LA NOIA DI EROS

La noia era qualcosa che mandava Eros fuori di testa e sua madre non sapeva come controllarlo, capriccioso e crudele come il più viziato dei bambini. E poiché non c'erano Dei sull'Olimpo che non la fissassero truci per colpa di quel ragazzino infernale, Afrodite lo esortava a sfogarsi con gli umani che, almeno, non potevano organizzare rappresaglie.

Un bel mattino Afrodite, ispirata dal tepore primaverile, fu presa da certi suoi piacevoli compiti ed Eros, irritato dalla scarsa considerazione di sua madre, afferrò l'arco e scese maligno tra gli umani, a caccia di prede.

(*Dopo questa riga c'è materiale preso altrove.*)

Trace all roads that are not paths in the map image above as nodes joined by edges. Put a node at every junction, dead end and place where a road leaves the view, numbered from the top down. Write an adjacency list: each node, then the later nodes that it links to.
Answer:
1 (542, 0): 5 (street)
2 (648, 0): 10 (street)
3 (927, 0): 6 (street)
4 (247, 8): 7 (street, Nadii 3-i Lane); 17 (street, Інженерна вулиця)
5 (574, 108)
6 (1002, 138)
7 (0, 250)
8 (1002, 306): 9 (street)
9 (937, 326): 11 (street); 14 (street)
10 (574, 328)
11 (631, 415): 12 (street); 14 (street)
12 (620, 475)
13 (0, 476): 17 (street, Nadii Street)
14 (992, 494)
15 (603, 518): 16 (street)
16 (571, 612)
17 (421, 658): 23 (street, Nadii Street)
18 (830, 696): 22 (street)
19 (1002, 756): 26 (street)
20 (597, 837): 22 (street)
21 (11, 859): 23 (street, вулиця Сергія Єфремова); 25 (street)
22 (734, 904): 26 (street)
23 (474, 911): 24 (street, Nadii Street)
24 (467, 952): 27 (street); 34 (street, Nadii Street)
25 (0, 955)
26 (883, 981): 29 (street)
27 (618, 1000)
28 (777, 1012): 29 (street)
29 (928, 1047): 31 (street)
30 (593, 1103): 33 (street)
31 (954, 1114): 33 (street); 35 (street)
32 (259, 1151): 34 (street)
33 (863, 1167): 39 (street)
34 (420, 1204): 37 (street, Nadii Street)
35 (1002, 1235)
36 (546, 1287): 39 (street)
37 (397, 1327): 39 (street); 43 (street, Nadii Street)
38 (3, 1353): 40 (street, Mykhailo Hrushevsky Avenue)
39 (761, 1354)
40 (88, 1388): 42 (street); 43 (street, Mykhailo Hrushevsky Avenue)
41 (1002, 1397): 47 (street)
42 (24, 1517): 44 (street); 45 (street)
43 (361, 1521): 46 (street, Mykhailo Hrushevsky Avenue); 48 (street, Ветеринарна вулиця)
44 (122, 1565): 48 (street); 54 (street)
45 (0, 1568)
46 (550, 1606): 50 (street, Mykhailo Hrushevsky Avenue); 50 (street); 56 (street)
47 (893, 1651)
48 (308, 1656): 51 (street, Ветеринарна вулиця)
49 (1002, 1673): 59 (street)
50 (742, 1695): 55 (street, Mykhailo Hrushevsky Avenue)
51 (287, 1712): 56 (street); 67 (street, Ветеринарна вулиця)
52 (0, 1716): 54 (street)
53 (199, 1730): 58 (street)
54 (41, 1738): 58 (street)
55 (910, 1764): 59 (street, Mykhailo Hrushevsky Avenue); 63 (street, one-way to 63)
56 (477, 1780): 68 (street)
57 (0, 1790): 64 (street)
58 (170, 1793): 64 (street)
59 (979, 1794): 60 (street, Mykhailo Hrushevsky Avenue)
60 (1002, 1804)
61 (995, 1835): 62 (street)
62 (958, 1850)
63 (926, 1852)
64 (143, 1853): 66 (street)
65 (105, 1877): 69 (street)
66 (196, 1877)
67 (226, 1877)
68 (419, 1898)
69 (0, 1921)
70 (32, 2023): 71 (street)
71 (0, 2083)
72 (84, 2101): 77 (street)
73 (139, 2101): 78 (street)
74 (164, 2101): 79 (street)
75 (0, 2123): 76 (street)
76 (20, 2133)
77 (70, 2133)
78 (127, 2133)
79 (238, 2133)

Puntò un giovanottone prestante. Come osava quel mortale somigliare a un dio?

Lo seguì nelle vie e si avvide degli sguardi languidi che lo sfioravano. Fanciulle e non, gli strusciavano addosso pensieri peccaminosi, degni dello zampino di sua madre. Né il giovane Demetrio pareva essere indifferente! Sorrideva malizioso e invitante, sicuro della presa sulla popolazione femminile di quella cittadina lungo il mare. Aveva ricordi molto intimi di un bel numero di quelle perché, potendolo, forte della propria avvenenza, aveva selezionato il fior fiore di Kalatenai.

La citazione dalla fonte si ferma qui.